■ Work required: Going line by line through the entries below, count those that contain "JOHNS". Give the number by itself.

■ Data extracts:
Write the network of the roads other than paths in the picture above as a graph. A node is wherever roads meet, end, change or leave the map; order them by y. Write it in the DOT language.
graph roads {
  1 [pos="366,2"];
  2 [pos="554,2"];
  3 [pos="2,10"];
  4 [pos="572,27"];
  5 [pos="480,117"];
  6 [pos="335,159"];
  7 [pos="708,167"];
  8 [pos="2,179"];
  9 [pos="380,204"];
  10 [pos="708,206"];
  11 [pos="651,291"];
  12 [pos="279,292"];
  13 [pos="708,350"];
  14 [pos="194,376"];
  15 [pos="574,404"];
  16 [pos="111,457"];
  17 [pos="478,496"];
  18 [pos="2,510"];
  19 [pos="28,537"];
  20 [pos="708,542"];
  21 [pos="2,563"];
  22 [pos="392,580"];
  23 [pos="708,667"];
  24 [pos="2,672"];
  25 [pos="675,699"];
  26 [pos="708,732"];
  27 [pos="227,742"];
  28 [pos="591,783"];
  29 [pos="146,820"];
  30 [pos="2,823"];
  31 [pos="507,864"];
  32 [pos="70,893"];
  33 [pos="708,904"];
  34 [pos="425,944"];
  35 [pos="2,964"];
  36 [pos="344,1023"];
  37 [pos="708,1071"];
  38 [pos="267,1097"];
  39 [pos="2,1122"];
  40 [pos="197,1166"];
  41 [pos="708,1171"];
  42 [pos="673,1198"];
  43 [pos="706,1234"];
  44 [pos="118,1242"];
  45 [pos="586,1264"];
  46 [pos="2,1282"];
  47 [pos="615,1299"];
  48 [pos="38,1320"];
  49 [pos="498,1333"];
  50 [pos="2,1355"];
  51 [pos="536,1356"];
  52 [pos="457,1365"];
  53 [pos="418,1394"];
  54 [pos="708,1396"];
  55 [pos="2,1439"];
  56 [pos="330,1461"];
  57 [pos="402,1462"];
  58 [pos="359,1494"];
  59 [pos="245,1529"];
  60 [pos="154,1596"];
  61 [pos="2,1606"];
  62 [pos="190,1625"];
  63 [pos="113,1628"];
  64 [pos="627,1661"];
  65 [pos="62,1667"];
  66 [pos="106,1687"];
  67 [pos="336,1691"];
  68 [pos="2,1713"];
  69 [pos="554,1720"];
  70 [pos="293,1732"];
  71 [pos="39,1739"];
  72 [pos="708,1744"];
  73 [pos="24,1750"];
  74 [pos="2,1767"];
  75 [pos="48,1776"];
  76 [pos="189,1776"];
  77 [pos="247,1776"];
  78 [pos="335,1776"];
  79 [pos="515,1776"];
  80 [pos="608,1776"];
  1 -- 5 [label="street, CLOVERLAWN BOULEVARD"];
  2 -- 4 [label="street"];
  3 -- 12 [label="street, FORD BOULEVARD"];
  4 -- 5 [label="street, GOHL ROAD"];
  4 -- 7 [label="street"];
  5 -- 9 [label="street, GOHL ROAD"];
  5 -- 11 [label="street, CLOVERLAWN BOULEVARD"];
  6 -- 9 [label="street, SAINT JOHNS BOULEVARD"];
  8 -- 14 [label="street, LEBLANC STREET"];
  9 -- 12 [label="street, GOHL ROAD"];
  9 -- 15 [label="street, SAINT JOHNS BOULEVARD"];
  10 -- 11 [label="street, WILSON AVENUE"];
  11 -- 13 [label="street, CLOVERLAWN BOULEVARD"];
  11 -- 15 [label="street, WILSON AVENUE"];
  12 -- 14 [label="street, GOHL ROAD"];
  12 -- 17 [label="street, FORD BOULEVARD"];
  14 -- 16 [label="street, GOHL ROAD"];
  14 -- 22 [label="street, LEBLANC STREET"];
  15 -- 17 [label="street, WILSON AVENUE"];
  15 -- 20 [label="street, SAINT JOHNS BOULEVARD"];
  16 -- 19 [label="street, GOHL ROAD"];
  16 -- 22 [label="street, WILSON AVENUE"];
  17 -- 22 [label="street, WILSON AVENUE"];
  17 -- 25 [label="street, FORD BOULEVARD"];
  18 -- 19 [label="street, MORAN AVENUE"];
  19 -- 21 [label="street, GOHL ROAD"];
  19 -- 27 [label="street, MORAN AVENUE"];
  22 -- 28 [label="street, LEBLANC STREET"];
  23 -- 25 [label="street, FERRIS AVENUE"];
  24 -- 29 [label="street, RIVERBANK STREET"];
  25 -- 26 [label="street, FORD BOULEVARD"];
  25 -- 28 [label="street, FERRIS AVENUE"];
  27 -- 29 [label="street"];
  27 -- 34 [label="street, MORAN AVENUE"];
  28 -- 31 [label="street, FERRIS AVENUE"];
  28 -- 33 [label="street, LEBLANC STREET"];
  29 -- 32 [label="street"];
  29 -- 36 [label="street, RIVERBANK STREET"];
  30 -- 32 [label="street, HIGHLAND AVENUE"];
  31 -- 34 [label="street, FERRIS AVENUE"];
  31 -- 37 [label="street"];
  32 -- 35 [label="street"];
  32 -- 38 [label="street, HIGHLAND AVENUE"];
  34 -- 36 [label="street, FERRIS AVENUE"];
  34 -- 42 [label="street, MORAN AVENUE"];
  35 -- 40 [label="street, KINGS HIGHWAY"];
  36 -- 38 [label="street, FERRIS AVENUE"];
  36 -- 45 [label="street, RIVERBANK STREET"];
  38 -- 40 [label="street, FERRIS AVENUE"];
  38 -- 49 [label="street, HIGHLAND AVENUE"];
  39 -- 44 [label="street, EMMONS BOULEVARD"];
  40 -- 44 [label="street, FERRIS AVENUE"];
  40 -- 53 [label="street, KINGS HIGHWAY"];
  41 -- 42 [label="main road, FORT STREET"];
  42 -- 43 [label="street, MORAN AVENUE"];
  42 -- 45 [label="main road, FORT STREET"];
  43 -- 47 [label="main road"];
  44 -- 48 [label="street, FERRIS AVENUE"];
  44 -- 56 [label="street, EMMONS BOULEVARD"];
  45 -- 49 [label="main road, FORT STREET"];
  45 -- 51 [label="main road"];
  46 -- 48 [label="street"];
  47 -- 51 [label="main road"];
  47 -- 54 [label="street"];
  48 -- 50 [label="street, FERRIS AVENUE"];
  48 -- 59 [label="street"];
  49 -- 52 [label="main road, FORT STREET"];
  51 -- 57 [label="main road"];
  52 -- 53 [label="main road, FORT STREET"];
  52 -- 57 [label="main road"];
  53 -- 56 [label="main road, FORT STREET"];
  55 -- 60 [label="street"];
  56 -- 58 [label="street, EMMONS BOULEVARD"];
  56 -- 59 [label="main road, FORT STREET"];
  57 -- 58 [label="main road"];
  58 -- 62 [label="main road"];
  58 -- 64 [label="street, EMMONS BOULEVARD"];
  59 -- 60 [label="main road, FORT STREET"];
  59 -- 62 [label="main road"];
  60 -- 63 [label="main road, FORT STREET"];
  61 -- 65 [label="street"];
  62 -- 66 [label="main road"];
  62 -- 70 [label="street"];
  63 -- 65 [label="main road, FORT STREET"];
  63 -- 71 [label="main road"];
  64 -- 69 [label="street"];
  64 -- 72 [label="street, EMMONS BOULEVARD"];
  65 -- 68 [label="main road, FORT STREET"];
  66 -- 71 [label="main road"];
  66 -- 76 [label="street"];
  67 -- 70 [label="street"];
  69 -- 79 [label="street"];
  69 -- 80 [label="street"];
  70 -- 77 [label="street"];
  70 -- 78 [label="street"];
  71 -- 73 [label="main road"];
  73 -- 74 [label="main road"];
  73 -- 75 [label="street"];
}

■ Exercise answer: 3